Robotic surgery is increasingly being used in gynaecology and urology, and many hospitals have invested into the required hardware. It can also be used to perform LSC (Mottrie et al., 2005). It is possible that, for surgeons not familiar with endoscopic suturing, robotic surgery cuts on their learning process. The associated cost to robotic surgery, however, remains an obstacle for the wider implementation of the operation.

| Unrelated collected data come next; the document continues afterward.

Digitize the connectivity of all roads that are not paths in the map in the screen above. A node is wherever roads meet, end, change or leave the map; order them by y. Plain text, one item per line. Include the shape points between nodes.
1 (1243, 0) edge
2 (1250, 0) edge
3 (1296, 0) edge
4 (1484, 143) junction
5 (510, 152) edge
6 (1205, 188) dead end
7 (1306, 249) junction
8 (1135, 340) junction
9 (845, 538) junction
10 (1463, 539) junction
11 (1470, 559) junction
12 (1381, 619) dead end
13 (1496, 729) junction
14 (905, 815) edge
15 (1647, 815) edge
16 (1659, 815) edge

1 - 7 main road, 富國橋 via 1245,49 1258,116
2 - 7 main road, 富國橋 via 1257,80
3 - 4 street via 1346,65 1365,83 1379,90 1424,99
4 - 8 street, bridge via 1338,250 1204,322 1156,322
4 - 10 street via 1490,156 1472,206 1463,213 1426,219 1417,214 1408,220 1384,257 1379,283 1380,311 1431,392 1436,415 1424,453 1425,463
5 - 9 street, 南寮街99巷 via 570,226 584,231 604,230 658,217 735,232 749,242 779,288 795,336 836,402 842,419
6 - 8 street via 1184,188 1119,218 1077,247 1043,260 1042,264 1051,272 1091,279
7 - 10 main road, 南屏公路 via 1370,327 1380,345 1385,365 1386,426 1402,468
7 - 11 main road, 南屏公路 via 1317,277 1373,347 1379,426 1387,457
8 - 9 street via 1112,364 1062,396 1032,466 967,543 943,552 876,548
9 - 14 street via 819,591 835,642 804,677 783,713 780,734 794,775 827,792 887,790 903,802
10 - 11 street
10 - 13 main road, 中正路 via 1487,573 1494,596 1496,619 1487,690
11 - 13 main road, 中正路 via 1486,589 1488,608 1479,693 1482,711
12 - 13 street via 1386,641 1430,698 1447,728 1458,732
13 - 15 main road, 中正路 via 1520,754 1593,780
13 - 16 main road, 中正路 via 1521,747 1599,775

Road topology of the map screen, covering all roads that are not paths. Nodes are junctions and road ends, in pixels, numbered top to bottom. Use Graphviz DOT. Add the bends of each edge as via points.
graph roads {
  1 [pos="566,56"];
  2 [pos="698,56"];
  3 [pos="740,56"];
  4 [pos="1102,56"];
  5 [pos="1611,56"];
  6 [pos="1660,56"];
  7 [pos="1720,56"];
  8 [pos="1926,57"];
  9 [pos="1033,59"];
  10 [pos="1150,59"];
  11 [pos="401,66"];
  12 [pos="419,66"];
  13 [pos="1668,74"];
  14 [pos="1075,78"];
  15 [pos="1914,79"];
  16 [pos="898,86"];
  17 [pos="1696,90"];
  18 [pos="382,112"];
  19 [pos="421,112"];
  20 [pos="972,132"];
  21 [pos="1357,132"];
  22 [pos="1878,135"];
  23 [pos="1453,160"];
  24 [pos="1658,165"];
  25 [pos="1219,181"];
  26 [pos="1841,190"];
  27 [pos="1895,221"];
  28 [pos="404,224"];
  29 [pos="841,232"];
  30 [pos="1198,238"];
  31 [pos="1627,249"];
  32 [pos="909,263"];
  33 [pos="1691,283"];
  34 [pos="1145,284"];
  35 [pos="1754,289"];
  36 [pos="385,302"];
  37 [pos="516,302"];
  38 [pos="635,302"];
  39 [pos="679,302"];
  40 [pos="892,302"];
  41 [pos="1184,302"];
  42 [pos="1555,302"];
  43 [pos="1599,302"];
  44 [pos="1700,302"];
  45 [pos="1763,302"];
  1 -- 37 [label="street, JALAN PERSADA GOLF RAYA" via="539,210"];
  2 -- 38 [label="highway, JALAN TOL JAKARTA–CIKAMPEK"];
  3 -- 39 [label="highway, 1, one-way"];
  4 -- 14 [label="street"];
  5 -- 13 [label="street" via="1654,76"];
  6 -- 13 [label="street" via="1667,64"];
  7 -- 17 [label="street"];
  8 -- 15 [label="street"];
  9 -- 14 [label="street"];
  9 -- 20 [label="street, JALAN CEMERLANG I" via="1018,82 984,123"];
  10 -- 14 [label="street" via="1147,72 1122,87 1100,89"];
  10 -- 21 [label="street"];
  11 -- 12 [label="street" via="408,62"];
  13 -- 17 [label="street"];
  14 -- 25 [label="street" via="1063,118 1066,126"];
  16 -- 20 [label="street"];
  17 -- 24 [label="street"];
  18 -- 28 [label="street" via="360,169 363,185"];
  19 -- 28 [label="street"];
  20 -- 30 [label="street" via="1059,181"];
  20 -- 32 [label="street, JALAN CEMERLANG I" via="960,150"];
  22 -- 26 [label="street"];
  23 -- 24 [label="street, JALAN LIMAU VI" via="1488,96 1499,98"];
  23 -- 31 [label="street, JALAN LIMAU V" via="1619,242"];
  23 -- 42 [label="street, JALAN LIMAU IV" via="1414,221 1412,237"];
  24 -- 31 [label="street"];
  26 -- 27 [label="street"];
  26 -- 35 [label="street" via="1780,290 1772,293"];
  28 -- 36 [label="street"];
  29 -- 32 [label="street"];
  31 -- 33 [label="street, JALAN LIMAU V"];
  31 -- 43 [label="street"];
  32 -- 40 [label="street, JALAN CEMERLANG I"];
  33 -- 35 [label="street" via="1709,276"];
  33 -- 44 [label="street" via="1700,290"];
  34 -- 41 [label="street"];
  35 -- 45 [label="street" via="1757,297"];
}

The surgical technique involves 4 to 5 laparoscopic ports: 3 to 4 for the da Vinci robot and 2 for the assistant. Suturing is intra-corporeal. Elliot et al. (2006) published an experience in 30 patients. In their initial experience they docked the robot only for the suturing of the mesh, which helped them overcome problems with endoscopic suturing (Di Marco et al., 2004). On average the operation took over 3 hours (range 2.15 to 4.75 hrs). Recurrent grade 3 rectocele developed in 1 patient, 1 had recurrent vault prolapse and 2 had vaginal extrusion of mesh. A smaller series from Kramer (2009) showed similar operation times, also one recurrence on 21 patients, and over half of the patients had recurrent surgery for prolapse in other compartments. Akl et al. published the largest case series to date. Robotic-assisted sacrocolpopexy (RAS) was performed on 80 patients with a mean follow-up of only 4.8 months. The mean operative time was 197 min, but after the first 10 cases, it decreased by 25%. There were 4 conversions (5%). Their results show a short learning curve. Intra-operative complications were comparable to what was earlier reported in open series (5%; 2 cystotomies, 1 bowel lesion and 1 ureter injury). Postoperatively, five (6%) patients developed vaginal mesh exposure, one (1.2%) patient developed a pelvic abcess, and one (1.2%) patient had a postoperative ileus. The follow up period was too short to say something about the anatomical outcome.

Costs of procedures

The cost associated with the use of the daVinci surgical system is a concern. In a small study Patel et al. in 2009 demonstrated that the estimated direct cost for RAS was significantly higher than that for the open route, but not different from the laparoscopic one. Judd did a cost-minimization study based on a systematic review of medical literature performed in February 2009, comparing robotic-assisted, laparoscopic and abdominal sacrocolpopexy in 2008 US$. He used a microcosting approach based on actual costs at Duke University Medical Center, Durham, North Carolina. Without including the purchasing and maintenance costs of the daVinci abdominal sacrocolpopexy was cheapest. RA-sacrocolpopexy was more expensive than either laparoscopic or abdominal sacrocolpopexy. Robotic and laparoscopic sacrocolpopexy become cost-equivalent when robotic operative time would be reduced to 149 min, or if the disposable costs would be reduced from $3293 to $2132. Laparoscopic sacrocolpopexy becomes as expensive as abdominal sacrocolpopexy if the length of stay after the abdominal operation would exceed 5.6 days, or if the disposables used would cost less than $668. Limitations of cost-minimization studies are that the results cannot be extrapolated to other hospitals or health systems, neither does it take into account the effects or benefits to the patient of the different access routes.

Conclusion

Laparoscopic sacrocolpopexy yields equally good objective and subjective cure rates as open surgery. At present there is no randomized controlled trial proving this, but one is under way. Observational data are however reassuring. Patients benefit from the low peri-operative complications and quick recovery. However, extensive laparoscopic skills are necessary for this type of surgery and the turnover required to become proficient may be a limiting factor to make this operation a reasonable goal for the average gynecologist or urologist. The place for robotic sacrocolpopexy remains to be established.